Thursday, October 16, 2008

Award winners identify emerging trends

The University of Michigan Land Use Institute Real Estate Forum Excellent Award winners were asked to identify what they thought would be emerging trends in their field. Here are highlights of those responses.

Robert Pliska of Sperry Van Ness: Having good relationships with mortgage bankers. “It’s always been that way, but more so now with the way the economy is,” he said.

Aaron Young of The Wisinski Group: Property owners have to be very sensitive to their tenants, as they will be asking for more concessions. Right now, owners aren’t looking three steps ahead and they should be because their loan-to-value ration could drop. “Equity leases were big a few years ago, and these might come back,” he said. Young also said there is additional pressure on brokerage companies because leases are stronger than sales.

Marcel Burgler of Prime Development: Urban universities will be a catalyst for development. “If you look at the sectors that are growing it’s health care, education and, unfortunately, government,” he said.

Colin Kraay of Grubb & Ellis/Paramount Commerce: Doing a thorough due diligence. “We had to use incredibly in-depth market knowledge to get (the deal done. Due Diligence is going to become more important for brokers as we move forward. From a broker’s standpoint, it’s a return to due diligence and market research,” he said.

Jon Rooks of Parkland Properties: Cooperation with state and local governments will become more important. “There are a lot of tools in the tool box. The state of Michigan is excellent with incentives. Our city government is also excellent,” he said. He also said there would be less new construction, but more renovations of existing buildings. He felt the conversion of apartments into condos was over, but downtowns will thrive because people want to live in those districts and they are willing to downsize their lifestyles to do that.

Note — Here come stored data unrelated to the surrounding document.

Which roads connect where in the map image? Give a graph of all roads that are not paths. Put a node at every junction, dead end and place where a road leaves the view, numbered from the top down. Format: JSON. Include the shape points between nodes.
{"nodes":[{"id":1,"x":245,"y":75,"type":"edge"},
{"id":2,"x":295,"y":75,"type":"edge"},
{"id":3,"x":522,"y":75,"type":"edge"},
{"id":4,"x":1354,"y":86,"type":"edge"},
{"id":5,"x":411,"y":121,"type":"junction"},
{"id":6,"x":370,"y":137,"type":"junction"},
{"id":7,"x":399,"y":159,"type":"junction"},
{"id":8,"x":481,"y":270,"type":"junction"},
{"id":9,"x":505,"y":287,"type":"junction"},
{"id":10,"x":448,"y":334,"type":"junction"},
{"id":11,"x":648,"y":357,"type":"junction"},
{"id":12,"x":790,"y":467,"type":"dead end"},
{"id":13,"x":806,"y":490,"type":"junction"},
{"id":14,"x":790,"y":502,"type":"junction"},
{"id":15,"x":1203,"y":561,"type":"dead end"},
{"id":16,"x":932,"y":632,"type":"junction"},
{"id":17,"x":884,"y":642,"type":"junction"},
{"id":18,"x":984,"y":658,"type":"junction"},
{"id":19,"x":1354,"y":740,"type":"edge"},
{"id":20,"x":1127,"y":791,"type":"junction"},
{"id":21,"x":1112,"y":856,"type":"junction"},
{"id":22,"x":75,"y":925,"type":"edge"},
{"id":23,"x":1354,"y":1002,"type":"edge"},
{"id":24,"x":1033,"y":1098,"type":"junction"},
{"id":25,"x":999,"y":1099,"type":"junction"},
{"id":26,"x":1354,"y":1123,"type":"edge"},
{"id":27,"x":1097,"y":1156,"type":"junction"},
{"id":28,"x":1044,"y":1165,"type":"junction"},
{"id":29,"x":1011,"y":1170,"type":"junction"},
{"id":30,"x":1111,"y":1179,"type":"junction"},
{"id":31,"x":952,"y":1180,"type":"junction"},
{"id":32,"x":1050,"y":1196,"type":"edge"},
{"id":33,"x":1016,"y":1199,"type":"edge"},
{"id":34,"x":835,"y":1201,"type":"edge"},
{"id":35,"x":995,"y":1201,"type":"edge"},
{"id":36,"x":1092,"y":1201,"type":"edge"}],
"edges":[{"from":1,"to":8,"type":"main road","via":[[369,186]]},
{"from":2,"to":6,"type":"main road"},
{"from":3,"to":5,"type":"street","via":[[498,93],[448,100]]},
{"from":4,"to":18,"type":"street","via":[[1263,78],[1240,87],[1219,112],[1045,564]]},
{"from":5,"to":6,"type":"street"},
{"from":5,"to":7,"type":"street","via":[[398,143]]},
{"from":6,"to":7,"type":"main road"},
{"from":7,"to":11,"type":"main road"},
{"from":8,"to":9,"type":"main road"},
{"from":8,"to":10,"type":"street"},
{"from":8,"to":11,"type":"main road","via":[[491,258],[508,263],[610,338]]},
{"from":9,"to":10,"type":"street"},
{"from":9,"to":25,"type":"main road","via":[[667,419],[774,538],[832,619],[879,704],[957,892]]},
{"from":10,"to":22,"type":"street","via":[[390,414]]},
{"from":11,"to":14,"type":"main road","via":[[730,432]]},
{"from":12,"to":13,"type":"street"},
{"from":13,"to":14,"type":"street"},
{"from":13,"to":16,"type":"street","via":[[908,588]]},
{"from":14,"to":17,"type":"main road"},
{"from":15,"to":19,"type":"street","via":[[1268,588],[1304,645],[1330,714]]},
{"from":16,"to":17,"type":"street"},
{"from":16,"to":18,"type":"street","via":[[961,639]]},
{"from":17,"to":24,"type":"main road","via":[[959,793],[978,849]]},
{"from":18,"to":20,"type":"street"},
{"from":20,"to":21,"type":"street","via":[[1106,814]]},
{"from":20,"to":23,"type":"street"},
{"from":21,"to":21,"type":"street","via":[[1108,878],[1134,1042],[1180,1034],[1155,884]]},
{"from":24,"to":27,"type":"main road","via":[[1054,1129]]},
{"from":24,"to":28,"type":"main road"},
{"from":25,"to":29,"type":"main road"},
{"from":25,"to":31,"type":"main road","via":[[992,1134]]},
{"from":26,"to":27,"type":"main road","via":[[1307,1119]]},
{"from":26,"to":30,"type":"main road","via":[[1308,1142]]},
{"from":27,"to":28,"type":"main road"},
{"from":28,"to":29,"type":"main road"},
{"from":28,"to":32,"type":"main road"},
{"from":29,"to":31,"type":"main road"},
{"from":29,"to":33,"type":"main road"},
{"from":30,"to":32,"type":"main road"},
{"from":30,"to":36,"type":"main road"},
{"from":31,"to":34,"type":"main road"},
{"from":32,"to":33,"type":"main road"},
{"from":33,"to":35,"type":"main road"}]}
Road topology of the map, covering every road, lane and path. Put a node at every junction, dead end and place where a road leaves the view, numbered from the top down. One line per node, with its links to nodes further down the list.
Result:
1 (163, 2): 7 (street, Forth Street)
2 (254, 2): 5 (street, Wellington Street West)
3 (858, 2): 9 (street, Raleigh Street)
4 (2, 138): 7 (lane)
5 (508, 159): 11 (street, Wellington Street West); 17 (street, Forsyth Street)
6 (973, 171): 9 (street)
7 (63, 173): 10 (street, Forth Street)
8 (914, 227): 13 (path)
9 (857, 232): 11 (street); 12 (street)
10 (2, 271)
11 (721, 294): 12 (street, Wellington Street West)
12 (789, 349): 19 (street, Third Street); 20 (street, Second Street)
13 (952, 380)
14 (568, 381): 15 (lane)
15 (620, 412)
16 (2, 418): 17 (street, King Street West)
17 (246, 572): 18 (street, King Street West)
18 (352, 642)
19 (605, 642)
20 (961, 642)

Randall Allman of CB Richard Ellis: More seller financing and more leasing activities. “We have to be creative and put the two opportunities together to get to the end,” he said.

Duke Suwyn of Grubb & Ellis/Paramount Commerce: Low-skilled, high-paying jobs are gone and so are the large manufacturing plants. Public-private partnerships are vital. Brokers have to be cooperative and do what is best for a community. “We have to get things down to size to meet the market,” he said of large industrial plants.